Retrato de Menéndez Pidal (con Juaristi al fondo)
El ensayista vasco publica una profunda y brillante biografía intelectual del maestro de la filología española
De las innumerables formas en las que puede describirse a un hombre, y son legión, a Ramón Menéndez Pidal (1869-1968), cuyo nombre acostumbra a venir antecedido del don, como si el tratamiento de respeto y la admiración en su caso fueran un sello de serie, igual que el haz que contiene los rasgos genéticos, le cuadraría el de sabio entre dos ingenuidades. Maestro de la filología, historiador de fuste, medievalista esforzado, su figura se presta a una biografía de época: la España que discurre, entre calamidades y alegrías, entre el último tercio del siglo XIX y el estallido del mayo francés, tras el cual se despidió de este mundo como burlándose de la lógica de los números redondos, con 99 años exactos, justo antes de alcanzar el siglo. No fue su única singularidad: otra consiste en haber pertenecido –sin que muchos lo recuerden– a la Generación del 98, que es la que estrena la Edad de Plata de la cultura española.

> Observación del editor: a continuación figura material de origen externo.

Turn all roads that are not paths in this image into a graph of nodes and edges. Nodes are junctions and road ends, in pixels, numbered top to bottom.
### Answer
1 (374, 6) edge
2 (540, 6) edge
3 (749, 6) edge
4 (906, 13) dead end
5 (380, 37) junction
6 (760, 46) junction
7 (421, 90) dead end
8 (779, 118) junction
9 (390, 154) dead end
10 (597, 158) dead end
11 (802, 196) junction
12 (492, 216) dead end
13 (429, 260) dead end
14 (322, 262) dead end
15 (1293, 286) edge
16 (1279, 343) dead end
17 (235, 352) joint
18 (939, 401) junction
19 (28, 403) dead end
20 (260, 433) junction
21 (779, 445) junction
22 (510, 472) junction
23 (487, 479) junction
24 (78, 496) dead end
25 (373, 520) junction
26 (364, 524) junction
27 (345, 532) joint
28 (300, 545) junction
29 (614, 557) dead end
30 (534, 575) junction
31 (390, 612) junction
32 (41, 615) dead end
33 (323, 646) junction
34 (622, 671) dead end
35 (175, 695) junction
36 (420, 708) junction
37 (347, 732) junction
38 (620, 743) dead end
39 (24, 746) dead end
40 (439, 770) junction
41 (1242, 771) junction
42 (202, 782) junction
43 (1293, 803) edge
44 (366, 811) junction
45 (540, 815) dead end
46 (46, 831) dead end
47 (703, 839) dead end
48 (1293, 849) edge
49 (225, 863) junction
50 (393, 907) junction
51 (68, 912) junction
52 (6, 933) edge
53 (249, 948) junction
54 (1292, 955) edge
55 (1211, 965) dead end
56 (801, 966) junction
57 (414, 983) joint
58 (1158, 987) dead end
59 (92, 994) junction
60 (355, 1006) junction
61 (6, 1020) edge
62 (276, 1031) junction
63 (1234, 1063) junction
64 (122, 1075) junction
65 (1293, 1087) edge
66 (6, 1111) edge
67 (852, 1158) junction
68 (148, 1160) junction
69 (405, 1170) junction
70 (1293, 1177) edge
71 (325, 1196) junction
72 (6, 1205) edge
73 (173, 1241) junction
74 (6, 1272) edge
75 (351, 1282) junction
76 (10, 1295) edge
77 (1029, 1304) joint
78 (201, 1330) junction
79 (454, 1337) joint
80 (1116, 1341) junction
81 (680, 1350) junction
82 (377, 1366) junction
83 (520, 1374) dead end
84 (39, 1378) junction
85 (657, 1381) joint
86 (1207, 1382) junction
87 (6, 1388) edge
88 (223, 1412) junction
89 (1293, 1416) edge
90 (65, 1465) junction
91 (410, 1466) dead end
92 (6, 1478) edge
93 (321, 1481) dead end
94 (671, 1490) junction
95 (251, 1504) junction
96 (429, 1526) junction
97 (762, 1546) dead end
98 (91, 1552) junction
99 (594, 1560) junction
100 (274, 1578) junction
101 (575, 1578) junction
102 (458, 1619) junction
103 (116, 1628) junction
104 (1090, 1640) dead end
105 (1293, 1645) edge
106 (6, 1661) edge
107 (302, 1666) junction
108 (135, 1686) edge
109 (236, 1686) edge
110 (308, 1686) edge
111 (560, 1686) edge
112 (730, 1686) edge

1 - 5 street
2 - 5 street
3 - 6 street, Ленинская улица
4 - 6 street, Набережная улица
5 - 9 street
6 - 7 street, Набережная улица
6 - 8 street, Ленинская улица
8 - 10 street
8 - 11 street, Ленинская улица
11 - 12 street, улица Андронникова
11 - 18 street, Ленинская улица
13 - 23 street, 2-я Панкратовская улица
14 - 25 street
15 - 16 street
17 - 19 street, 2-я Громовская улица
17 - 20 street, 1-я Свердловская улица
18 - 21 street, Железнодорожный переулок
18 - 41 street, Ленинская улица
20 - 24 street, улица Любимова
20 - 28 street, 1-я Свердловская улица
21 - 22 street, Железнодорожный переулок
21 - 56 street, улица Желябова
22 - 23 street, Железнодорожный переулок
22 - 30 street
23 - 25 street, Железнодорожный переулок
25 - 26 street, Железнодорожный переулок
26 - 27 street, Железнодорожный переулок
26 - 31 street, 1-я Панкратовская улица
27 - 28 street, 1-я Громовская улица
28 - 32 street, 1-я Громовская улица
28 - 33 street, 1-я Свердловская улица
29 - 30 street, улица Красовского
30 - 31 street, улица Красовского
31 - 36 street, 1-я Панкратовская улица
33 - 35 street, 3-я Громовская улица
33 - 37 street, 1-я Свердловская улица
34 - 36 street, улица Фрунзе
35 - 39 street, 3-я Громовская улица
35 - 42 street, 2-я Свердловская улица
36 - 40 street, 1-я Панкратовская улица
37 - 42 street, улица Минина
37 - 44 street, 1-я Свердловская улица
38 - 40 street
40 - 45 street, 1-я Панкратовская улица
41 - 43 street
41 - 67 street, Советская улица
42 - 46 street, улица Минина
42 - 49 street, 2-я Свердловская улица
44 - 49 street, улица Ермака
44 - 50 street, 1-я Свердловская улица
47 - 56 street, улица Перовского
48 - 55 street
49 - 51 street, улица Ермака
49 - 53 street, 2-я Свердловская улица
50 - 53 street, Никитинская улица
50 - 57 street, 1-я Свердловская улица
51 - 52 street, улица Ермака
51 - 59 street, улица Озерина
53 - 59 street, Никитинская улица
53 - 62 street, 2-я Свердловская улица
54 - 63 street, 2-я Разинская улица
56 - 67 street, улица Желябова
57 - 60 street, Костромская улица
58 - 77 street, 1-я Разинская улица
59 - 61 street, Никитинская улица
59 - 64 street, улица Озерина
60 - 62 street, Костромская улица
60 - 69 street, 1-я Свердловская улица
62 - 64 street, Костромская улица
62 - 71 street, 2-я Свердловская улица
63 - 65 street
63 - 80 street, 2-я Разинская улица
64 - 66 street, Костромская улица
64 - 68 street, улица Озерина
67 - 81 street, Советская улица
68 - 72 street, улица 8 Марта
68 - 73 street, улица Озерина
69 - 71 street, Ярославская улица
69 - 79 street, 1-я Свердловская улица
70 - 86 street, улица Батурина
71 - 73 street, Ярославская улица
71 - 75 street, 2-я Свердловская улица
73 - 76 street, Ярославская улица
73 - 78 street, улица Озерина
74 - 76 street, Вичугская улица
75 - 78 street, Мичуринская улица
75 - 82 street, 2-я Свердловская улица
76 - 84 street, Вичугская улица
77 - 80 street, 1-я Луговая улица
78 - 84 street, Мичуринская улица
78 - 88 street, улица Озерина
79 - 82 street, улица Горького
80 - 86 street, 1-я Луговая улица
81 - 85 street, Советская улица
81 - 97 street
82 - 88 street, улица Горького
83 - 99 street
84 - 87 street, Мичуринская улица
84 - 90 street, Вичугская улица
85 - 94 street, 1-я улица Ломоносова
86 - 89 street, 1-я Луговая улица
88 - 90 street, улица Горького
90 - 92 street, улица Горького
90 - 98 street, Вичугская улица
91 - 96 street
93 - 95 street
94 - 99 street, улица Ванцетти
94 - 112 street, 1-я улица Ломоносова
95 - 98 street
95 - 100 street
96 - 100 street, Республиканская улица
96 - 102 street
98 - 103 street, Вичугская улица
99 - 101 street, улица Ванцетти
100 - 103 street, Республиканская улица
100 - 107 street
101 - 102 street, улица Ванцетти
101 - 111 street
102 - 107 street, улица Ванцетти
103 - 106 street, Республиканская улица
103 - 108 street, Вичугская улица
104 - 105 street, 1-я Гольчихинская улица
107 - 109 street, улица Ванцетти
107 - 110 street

Menéndez Pidal, que era gallego, fue coetáneo tanto de Unamuno como de Ortega y Gasset, los dos titanes de sus respectivas cofradías, aunque en el caso de la primera se tratase de una familia indisciplinada y mayormente individualista, al contrario que la segunda –la generación de los primerísimos modernos–, que destacó por su obstinación gregaria, una actitud que les garantizó pronto un espacio en la posteridad oficial, cosa que cuenta con todo detalle Andrés Trapiello en la última versión (ampliada) de Los nietos del Cid que acaba de ser reeditada por el sello (sevillano) Athenaica, nuestra particular Pléiade. Pidal, síntesis de varias de las periferias que han confluido en Castilla –nació en La Coruña, se crio en Asturias y se consagraría en Madrid, donde estudió con Menéndez Pelayo– alcanzó la cátedra de Filología Románica con 30 años y la dejó –por jubilación– cuatro décadas después, con 70 otoños.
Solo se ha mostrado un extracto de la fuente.